En la silla de mano, camino de palacio, Mary había hecho fantasías. En una lloraba y explicaba al sha que Jesús había prohibido a las mujeres cristianas copular fuera del matrimonio; como si fuera la historia de una santa, él se habría apiadado de sus lágrimas y, con un gesto bondadoso, la enviaría de regreso a su casa. En otra de las fantasías, después de haber sido llevada por la fuerza a aquella situación para salvar a su marido, gozó del más lascivo placer físico de toda su vida, el embeleso de un amante sobrenatural que aunque tenía a sus pies a las mujeres más bellas de Persia, la había elegido a ella.
La realidad no se asemejó en nada a la imaginación. Él le observó los pechos, le tocó los pezones; quizá el color era distinto al de los que estaba acostumbrado a ver. El aire frío le endureció los senos, pero no lograron retener el interés del monarca. Cuando la empujó a la esterilla, Mary imploró en silencio la ayuda de la bendita Madre de Dios, cuyo nombre llevaba. Fue un receptáculo mal dispuesto, reseco por la ira y el miedo al hombre que había estado a punto de ordenar la muerte de su marido. Le faltaron las dulce caricias con que Rob la calentaba y convertía sus huesos en agua. En lugar de un órgano tieso como un palo, el de Ala era más flojo, y tuvo dificultades para penetrarla, por lo que recurrió al aceite de oliva, con el que la embadurnó a ella y no a sí mismo. Por fin se introdujo en su interior engrasado, Mary permaneció inmóvil, con los ojos cerrados.

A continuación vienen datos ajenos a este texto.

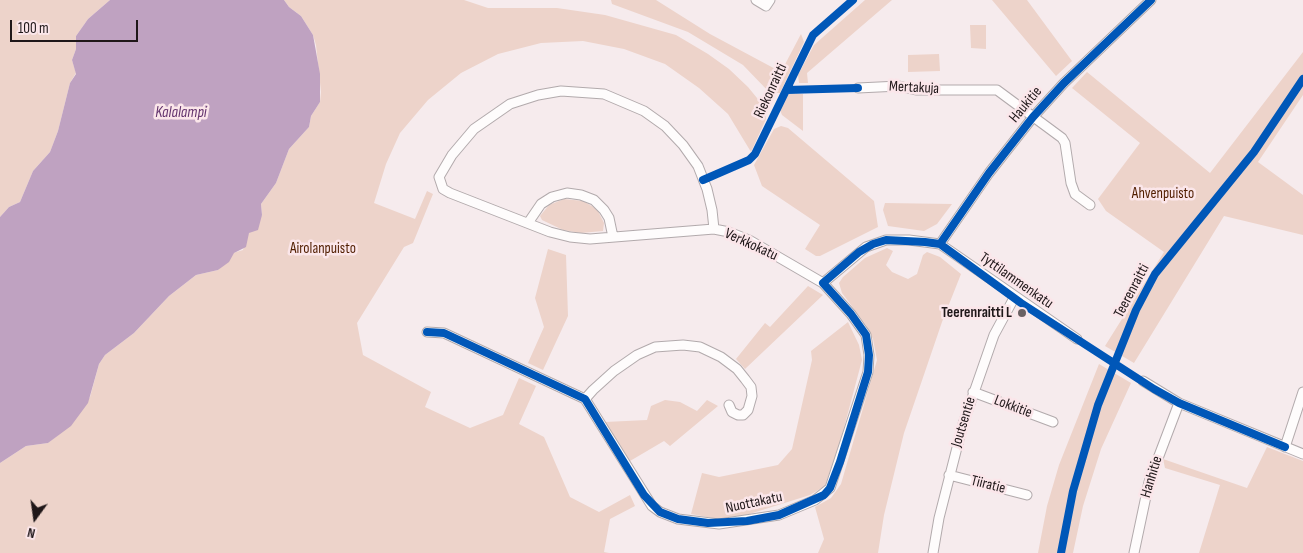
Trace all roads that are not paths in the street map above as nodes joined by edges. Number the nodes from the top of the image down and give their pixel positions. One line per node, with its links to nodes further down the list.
1 (756, 0): 2 (street)
2 (770, 0)
3 (1151, 0): 5 (street, Haukitie)
4 (858, 88): 5 (street, Mertakuja)
5 (1033, 117): 6 (street, Mertakuja); 10 (street, Haukitie)
6 (1090, 205)
7 (528, 223): 8 (street, Verkkokatu); 9 (street, Verkkokatu); 9 (street)
8 (714, 228): 9 (street, Verkkokatu); 11 (street, Verkkokatu)
9 (613, 237)
10 (940, 244): 11 (street); 12 (street, Tyttilammenkatu)
11 (823, 284): 18 (street, Nuottakatu)
12 (1014, 298): 14 (street, Tyttilammenkatu); 16 (street, Joutsentie)
13 (427, 332): 18 (street)
14 (1077, 339)
15 (1143, 382): 19 (street)
16 (973, 392): 21 (street, Lokkitie); 24 (street, Joutsentie)
17 (1303, 392): 22 (street)
18 (585, 399): 20 (street)
19 (1180, 403): 22 (street); 27 (street, Hanhitie)
20 (729, 405)
21 (1053, 422)
22 (1285, 447): 23 (street)
23 (1303, 454)
24 (949, 475): 25 (street, Tiiratie); 26 (street, Joutsentie)
25 (1027, 495)
26 (933, 553)
27 (1134, 553)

A ella la habían bañado, pero descubrió que a él no. No era vigoroso. Parecía casi aburrido y gruñía débilmente mientras empujaba. Unos segundos después, soltó un levísimo estremecimiento nada regio para un hombre tan corpulento, y de inmediato un gemido de disgusto. Luego el rey de reyes retiró su verga, produciendo un chupón de aceite, y salió dando zancadas de la habitación, sin decirle una palabra ni dirigirle una sola mirada.
Mary permaneció donde él la había dejado, pegajosa y humillada, sin saber qué hacer. No se permitió derramar una sola lágrima.
Poco más tarde, fueron a buscarla las mismas mujeres y la llevaron junto a su hijo. Mary se vistió deprisa y cogió a Rob J. Al despacharla a casa, las mujeres pusieron en la silla de mano una bolsa de cuerda entretejida llena de melones. Cuando llegaron al Yehuddiyyeh pensó en dejar los melones en el camino, pero le pareció más fácil acarrearlos hasta la casa y dejar que la silla siguiera su camino.
Los melones de los mercados eran de mala calidad porque durante todo el invierno persa permanecían almacenados en cuevas y muchos se estropeaban. Aquéllos estaban en excelentes condiciones y perfectamente maduros con un sabor finísimo y dulce.